Meeting Minutes JSON Path (jsonpath) WG
Title Minutes IETF110: jsonpath
State Active
Other versions markdown
Last updated 2021-03-20

Meeting Minutes
minutes-110-jsonpath

jsonpath IETF 110 Working Group

Date: 2021-03-10 Time: 12:00 - 14:00 UTC (to be confirmed)

  • Chair: Tim Bray
  • Chair: James Gruessing
  • Area Director: Murray Kucherawy
  • Scribe: Jeffrey Yasskin

Agenda Bashing

None

Discussion

On the future shape of the working group draft. It’s a bit messy now, what’s our vision of what the IESG -00 looks like?

Update from editors:

  • Glyn: Formed the working group a while ago, with a merged working draft: https://datatracker.ietf.org/doc/html/draft-ietf-jsonpath-base-00.
  • A few editorial changes.
  • Flurry of issues, and discussion going off on tangents. No sign of pull requests: no writing.
  • I intend to work on a reference implementation. Will leave the writing to Stefan and Marco.
  • James: Neither Stefan nor Marco are here. Some issues are more contentious than others. Are there issues worth discussing here?
  • Carsten: I'm not an author or coordinating, but I do intend to provide pull requests. This IETF in particular was challenging, but the silence will not continue. Lots to do editorially. We need to decide some issues before we can make substantial progress.
  • Issue: What will the processing model be? Haven't managed to structure those discussions to get progress. Also some little issues.
  • James: Discuss that now?
  • Carsten: Would be better if discussion were prepared, but we don't have that, so let's do some impromptu discussing.
  • Carsten: 23 open issues, which aren't labeled.

Processing model

Issues: #27, #23, #21, #14, #15

  • Carsten: Sequences, duplicates in selector results, unions, which raise questions about the processing model.
  • JSONPath learned from XPath in its youth, so let's look at the XPath processing model, which is about nodesets. And "steps" go through these nodesets. DSSSL came up with a lot of this in the late 1980s. Have ways to step from the nodes you're sitting on, and ways to select subsets and compute values. Had an expression language that turned into a special thing for XPath and XSLT. The important part is to know where you are and how the sequence of steps are connected together. For XPath, that's the "nodeset". A subset of the set of positions that are defined in the document.

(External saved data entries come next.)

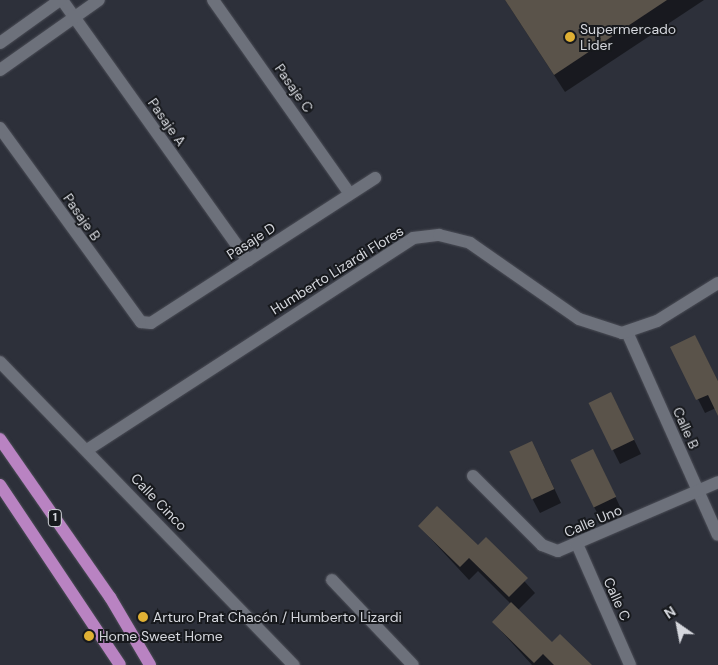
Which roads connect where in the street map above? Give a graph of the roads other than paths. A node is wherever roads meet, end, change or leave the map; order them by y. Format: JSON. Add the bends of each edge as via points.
{"nodes":[{"id":1,"x":61,"y":0,"type":"edge"},
{"id":2,"x":99,"y":0,"type":"edge"},
{"id":3,"x":213,"y":0,"type":"edge"},
{"id":4,"x":74,"y":17,"type":"junction"},
{"id":5,"x":0,"y":43,"type":"edge"},
{"id":6,"x":0,"y":70,"type":"edge"},
{"id":7,"x":0,"y":128,"type":"edge"},
{"id":8,"x":375,"y":178,"type":"dead end"},
{"id":9,"x":350,"y":194,"type":"junction"},
{"id":10,"x":248,"y":262,"type":"junction"},
{"id":11,"x":718,"y":283,"type":"edge"},
{"id":12,"x":141,"y":322,"type":"joint"},
{"id":13,"x":627,"y":332,"type":"junction"},
{"id":14,"x":0,"y":362,"type":"edge"},
{"id":15,"x":0,"y":440,"type":"edge"},
{"id":16,"x":87,"y":450,"type":"junction"},
{"id":17,"x":473,"y":476,"type":"dead end"},
{"id":18,"x":718,"y":482,"type":"edge"},
{"id":19,"x":0,"y":485,"type":"edge"},
{"id":20,"x":698,"y":491,"type":"junction"},
{"id":21,"x":718,"y":535,"type":"edge"},
{"id":22,"x":577,"y":544,"type":"junction"},
{"id":23,"x":332,"y":580,"type":"dead end"},
{"id":24,"x":120,"y":665,"type":"edge"},
{"id":25,"x":150,"y":665,"type":"edge"},
{"id":26,"x":294,"y":665,"type":"edge"},
{"id":27,"x":413,"y":665,"type":"edge"},
{"id":28,"x":630,"y":665,"type":"edge"}],
"edges":[{"from":1,"to":4,"type":"street","name":"Pasaje A"},
{"from":1,"to":5,"type":"street"},
{"from":2,"to":4,"type":"street"},
{"from":3,"to":9,"type":"street","name":"Pasaje C"},
{"from":4,"to":6,"type":"street"},
{"from":4,"to":10,"type":"street","name":"Pasaje A"},
{"from":7,"to":12,"type":"street","name":"Pasaje B"},
{"from":8,"to":9,"type":"street","name":"Pasaje D"},
{"from":9,"to":10,"type":"street","name":"Pasaje D"},
{"from":10,"to":12,"type":"street","name":"Pasaje D","via":[[151,323]]},
{"from":11,"to":13,"type":"street","name":"Humberto Lizardi Flores","via":[[657,321]]},
{"from":13,"to":16,"type":"street","name":"Humberto Lizardi Flores","via":[[600,328],[579,318],[470,244],[450,236],[426,235],[401,244]]},
{"from":13,"to":20,"type":"street","name":"Calle B"},
{"from":14,"to":16,"type":"street","name":"Calle Cinco"},
{"from":15,"to":25,"type":"main road","number":"1","via":[[110,597]]},
{"from":16,"to":26,"type":"street","name":"Calle Cinco"},
{"from":17,"to":22,"type":"street","name":"Calle Uno","via":[[547,549],[558,551]]},
{"from":18,"to":20,"type":"street","name":"Calle Uno"},
{"from":19,"to":24,"type":"main road","number":"1"},
{"from":20,"to":21,"type":"street","name":"Calle B"},
{"from":20,"to":22,"type":"street","name":"Calle Uno"},
{"from":22,"to":28,"type":"street","name":"Calle C"},
{"from":23,"to":27,"type":"street"}]}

    • It doesn't record duplicates, so you don't mark a node twice.
    • The set isn't ordered.
  • Carsten: I've called the nodeset-equivalent a "collection".

James adds a processing-model label to the named issues.

  • Carsten: strawman: Let's import the nodeset idea from XPath wholesale, and structure everything around nodesets.
  • Julian and Jeffrey in favor in chat, but admit that they're just tourists.
  • Glyn: It depends on the type of reference that the nodeset makes into the JSON document that's input. How do you see that going?
  • Carsten: It's a reference.
  • Glyn: In my input draft, the processing model was an ordered list of elements, as we go through the selector, and didn't remove duplicates. Current implementations don't remove duplicates. An ordered collection of nodes? References into the tree rather than values make sense, since they're all immutable.
  • Carsten: a "node" is a subtree of the original document, not the value.
  • Glyn: Prefer to allow duplicates.
  • Carsten: Also get order.
  • Glyn: Tradeoff: the user might prefer not to get duplicates. But it matters how quickly they want the result to be returned.

  • Carsten: Next we should go through the issues assuming we have a nodelist, to see if that exposes issues. If this were a classroom, I'd divide people into groups, assign issues, and have folks report back.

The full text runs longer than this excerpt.